Les experts glosèrent sur le bocal. On apporta l’objet contenant, on regarda au fond, au travers. C’était transparent. Certains tendaient à croire que sa vacuité prouvait mon innocence, d’autres au contraire affirmaient qu’elle m’accablait. Puisque vide il était c’était bien que je l’aie fait disparaître. « Pardon, risqua le président, mais quoi ? Le bocal ? ». « Mais non, votre honneur, la victime ! ». Ses parents, poissonniers de leur état, demeuraient inconsolables. « Un enfant si obéissant, affectueux et doux, énuméra la larmoyante mère du haut de son chignon, vraiment je trouve qu’il ne méritait pas ça ». Le mari, effacé, se rangea à l’opinion de l’épouse. « C’est vrai, moi non plus d’ailleurs ».
Un spécialiste mandé par mon avocat fit grande sensation en affirmant que ce bocal – cardinale pièce à conviction - n’était rien d’autre qu’un casque d’astronaute. Pour prouver ses dires il s’en coiffa et démontra qu’on pouvait respirer à l’intérieur. La salle fut soulevée d’une rumeur approbatrice.

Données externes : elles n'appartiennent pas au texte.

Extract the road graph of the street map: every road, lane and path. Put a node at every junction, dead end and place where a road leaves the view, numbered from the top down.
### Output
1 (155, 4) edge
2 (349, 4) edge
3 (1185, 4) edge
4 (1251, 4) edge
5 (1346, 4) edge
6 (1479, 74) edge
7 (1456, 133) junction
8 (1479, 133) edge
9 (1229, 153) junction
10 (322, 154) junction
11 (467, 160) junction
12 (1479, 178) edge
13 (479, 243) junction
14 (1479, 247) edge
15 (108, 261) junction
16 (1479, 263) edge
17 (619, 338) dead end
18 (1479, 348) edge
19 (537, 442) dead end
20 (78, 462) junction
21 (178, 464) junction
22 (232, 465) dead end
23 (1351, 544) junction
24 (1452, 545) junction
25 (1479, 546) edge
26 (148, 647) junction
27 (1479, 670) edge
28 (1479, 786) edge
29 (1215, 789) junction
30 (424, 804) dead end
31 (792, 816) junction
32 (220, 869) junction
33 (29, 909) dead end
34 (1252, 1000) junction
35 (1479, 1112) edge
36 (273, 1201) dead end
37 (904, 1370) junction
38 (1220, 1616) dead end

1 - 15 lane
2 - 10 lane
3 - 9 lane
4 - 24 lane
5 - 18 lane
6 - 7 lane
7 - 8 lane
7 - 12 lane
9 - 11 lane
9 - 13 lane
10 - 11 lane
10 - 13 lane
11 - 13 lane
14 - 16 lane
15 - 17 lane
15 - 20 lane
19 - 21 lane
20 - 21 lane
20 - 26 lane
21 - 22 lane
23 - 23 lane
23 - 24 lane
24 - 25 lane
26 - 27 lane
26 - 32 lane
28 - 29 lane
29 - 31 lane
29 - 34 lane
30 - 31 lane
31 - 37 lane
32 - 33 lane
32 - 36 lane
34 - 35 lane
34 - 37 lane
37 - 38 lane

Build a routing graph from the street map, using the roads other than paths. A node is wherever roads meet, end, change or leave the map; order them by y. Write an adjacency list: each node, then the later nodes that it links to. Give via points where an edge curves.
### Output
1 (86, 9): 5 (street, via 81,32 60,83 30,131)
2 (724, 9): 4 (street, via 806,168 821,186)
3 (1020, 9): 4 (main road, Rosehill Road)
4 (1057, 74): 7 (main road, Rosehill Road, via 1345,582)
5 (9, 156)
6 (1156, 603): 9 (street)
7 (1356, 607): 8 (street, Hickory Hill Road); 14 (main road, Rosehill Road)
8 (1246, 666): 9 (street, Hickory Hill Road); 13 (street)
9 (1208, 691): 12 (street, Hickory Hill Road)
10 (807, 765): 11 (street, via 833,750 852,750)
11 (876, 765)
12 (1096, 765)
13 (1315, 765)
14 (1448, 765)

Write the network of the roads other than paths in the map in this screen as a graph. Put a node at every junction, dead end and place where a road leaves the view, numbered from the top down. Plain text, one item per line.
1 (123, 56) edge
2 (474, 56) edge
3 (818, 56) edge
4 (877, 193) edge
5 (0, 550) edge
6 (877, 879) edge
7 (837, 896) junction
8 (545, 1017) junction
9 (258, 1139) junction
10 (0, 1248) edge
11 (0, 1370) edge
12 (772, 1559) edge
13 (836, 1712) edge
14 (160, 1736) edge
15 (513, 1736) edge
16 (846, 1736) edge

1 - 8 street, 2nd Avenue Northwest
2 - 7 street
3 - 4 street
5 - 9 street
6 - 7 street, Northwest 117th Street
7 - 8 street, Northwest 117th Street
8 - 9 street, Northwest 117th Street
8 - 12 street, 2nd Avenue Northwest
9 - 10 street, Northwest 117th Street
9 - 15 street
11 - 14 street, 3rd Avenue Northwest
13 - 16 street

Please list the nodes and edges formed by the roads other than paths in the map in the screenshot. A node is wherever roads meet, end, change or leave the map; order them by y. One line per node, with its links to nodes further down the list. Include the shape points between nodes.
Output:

Le lien n’était pas si évident avec l’affaire mais il fallait pourtant admettre la logique de la démonstration. « Vous allez bientôt nous expliquer que c’est un extra-terrestre qui a fait le coup » railla l’avocat des parties civiles. Cependant le président trouvait de plus en plus étrange cette histoire de canne, bocal et spationaute. Il consultait nerveusement la paperasse éparpillée devant lui quand un greffier vint discrètement lui remettre un acte. L’ayant parcouru avec toute la concentration requise il resta un instant muet puis, manifestement troublé, coupa le prétoire au milieu d’un débat passionné sur la probable présence d’un fil reliant le bocal à la canne. Et il s’adressa ainsi à moi d’un ton embarrassé : « Mais, vous ne vous appelez pas Jonaz Bazarre ? ». Sa question m’ébranla. « Pas du tout, moi c’est Bonasse Jassarre ». « Mais, balbutia le président, c’est ce Bazarre qu’il fallait juger. C’est le concierge de l’immeuble. C’est lui le principal accusé ! ». Et, se baissant sur moi de toute sa grandeur, il s’enquit comme écrasant un dernier doute :
- Ce n’est donc pas vous qui avez vidé l’eau du bocal ? - Mais pas du tout, j’étais au troquet, plein comme un pot. Demandez donc au patron ! - C’est inadmissible, tonna l’emperruqué, où est donc ce concierge ?
La cour s’agita, confuse.
- Votre honneur, avança poliment un des édiles, il a disparu. On pensait qu’un Jassarre pour un Bazarre ferait l’affaire. - D’autant qu’il n’est pas totalement innocent, émit un autre. - Potentiellement coupable, ourdit un troisième.
Mon avocat, le bocal sous le bras, se redressa d’un coup, le verbe haut et clair :
- Imposture, c’est une imposture ! » - Et mon autorité, martela le président, que faites-vous donc de mon autorité ?
Les magistrats s’envisagèrent les uns les autres, gênés, mais après un grand silence consterné toute la salle éclata de rire. Le procureur fut gagné par l’hilarité ambiante. Il n’osait plus me regarder en face. À chaque fois un grand rire nerveux le secouait. Le commissaire Ferreira me traita comme un ami et insista pour m’inviter au restaurant. L’accusation déclara : « Pardon mais j’ignorais que je me trompais ». Le président, bougon, fixait son marteau comme si celui-là pouvait encore redresser son panache. Les journalistes qui étaient là bouclèrent l’édition du soir avec l'interview d'un type soit-disant présent depuis le début du procès. Il était pour la peine de mort. Quant à moi, aussi surprenant que cela puisse paraître, j'étais libre.